6. the first instance of doCall terminates. At this point it
unconditionally removes the key from the map - even though it had
previously been removed by ForgetUnshared!
func (g *Group) doCall(c *call, key string, fn func() (interface{}, error))
{
c.val, c.err = fn()
c.wg.Done()
g.mu.Lock()
* delete(g.m, key) // <<<< NOTE*
for _, ch := range c.chans {
ch <- Result{c.val, c.err, c.dups > 0}
}
g.mu.Unlock()
}
So, even though it's the first instance of doCall which is terminating,
it's removing the second instance of doCall from the map. This is now also
a detached task.
7. In one of the two goroutines, the timeout event occurs. It calls
ForgetUnshared, which happily returns true because the key does not exist
in the map - and therefore you proceed to cancel the context.
But actually a task with this key *is* running; and furthermore, it is a
shared task, with 2 channel receivers.
8. Once the sleep has completed in the task function, it notices that the
context is cancelled and returns an error.

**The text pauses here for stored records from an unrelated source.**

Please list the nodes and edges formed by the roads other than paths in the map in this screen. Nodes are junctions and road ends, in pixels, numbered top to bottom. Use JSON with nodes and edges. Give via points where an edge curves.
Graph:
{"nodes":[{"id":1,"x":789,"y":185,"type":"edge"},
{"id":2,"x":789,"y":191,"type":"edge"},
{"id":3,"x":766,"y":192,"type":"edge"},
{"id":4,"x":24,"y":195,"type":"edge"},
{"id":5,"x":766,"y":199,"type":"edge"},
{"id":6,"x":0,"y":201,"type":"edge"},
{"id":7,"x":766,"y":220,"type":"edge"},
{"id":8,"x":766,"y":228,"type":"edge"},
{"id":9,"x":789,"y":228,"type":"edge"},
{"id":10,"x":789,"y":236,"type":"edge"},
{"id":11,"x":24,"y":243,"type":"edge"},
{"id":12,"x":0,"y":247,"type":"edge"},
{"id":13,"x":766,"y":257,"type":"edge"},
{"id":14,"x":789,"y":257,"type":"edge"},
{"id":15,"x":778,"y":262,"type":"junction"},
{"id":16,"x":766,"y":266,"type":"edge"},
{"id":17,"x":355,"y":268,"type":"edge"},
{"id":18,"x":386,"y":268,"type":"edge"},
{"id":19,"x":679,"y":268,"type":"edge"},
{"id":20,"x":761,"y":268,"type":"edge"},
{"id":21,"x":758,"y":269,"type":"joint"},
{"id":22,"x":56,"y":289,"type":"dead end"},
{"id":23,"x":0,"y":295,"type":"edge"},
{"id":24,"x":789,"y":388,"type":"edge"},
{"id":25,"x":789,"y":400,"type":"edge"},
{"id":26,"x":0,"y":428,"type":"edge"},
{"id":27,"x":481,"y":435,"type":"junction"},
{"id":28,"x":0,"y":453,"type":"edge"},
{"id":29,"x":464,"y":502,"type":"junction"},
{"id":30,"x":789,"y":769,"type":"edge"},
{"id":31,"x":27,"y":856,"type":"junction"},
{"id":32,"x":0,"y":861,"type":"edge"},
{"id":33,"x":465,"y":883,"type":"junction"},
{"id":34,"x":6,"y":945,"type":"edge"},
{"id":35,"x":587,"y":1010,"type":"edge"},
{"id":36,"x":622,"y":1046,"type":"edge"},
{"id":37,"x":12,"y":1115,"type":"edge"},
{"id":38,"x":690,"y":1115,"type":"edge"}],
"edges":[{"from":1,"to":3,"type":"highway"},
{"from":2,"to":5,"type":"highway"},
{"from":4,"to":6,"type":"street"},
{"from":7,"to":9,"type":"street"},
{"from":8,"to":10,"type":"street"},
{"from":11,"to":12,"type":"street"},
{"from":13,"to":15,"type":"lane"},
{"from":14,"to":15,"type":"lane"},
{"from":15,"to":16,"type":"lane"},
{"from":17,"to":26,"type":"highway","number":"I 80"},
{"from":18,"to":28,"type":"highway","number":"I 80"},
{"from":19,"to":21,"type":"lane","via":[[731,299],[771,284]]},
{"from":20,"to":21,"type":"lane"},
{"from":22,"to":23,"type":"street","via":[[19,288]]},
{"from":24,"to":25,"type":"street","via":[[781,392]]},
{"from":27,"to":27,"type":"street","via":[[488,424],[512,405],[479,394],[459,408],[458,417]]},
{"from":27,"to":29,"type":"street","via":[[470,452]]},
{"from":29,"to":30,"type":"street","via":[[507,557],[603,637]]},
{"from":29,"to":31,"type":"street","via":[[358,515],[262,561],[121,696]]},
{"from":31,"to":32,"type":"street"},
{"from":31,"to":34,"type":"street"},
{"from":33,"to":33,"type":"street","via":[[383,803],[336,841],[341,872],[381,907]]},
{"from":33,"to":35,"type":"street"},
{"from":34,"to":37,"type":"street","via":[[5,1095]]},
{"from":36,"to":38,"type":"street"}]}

9. doCall sends the resulting error down multiple channels (those you
started in steps 4 and 5 above)
10. The select { case res := <-ch } triggers in the *other* goroutine - the
one which didn't have a timeout. Hence it receives the error, and that's
where you panic().
On Thursday, 22 September 2022 at 20:37:07 UTC+1 Brian Candler wrote:
> OK, I see where you're coming from - and I agree, this is a difficult one!
>
> The point you were making is that
>
> if g.ForgetUnshared(key) {
> cancel()
> }
>
> should only invoke cancel() if this result wasn't shared: i.e. there's
> only one receiver in the c.chans array, and c.dups == 0. So where's the
> race, given that everything in g is done under a mutex?
>
> What I have discovered so far is: when g.ForgetUnshared(key) returns true
> and the problem occurs, the key is not present in the map (as opposed to
> being present with c.dups == 0). But I've not been able to work out why
> yet.
>
> Incidentally, a minor style observation: you passed in ctx to your go
> func(...), but not cancel. As far as I can see, both ctx and cancel are
> local variables which drop immediately out of scope - there's no way they
> can be modified later outside of the goroutine. So I believe you don't
> need to pass ctx at all: you can access it via the closure. But if you do
> pass one "to be on the safe side", then I think the other should be passed
> as well - otherwise it's confusing why you passed in only one.
>
> In fact, in this case, you could move the ctx/cancel creation inside the
> go func(...) anyway. The only thing which needs to be outside is
> the wg.Add(1).
>
> On Thursday, 22 September 2022 at 03:12:47 UTC+1 atomic wrote:
>
>> > Also notice that the random time you pick for cancelTime can be longer
>> than the different random time you sleep inside the goroutine (i.e. the
>> function which you pass to DoChan). Hence the goroutine can return a
>> result, before the cancelTime is reached.
>>
>> Although the goroutine can return a result before cancelTime arrives, the
>> returned result should not be err because I haven't had time to call
>> cancel().
>> 在2022年9月21日星期三 UTC+8 20:18:30<Brian Candler> 写道:
>>
>>> Notice that DoChan starts a goroutine for the task...
>>>
>>> go g.doCall(c, key, fn)
>>>
>>> ... and then returns immediately.
>>>
>>> Also notice that the random time you pick for cancelTime can be longer
>>> than the different random time you sleep inside the goroutine (i.e. the
>>> function which you pass to DoChan). Hence the goroutine can return a
>>> result, before the cancelTime is reached.
>>>
>>> Try this modification:
>>>
>>> --- main.go.orig 2022-09-21 13:14:10.000000000 +0100
>>> +++ main.go 2022-09-21 13:13:43.000000000 +0100
>>> @@ -144,7 +144,7 @@
>>> defer wg.Done()
>>>
>>> ch, _ := g.DoChan(key, func() (interface{}, error) {
>>> - time.Sleep(randTimeout())
>>> + time.Sleep(5000 * time.Millisecond)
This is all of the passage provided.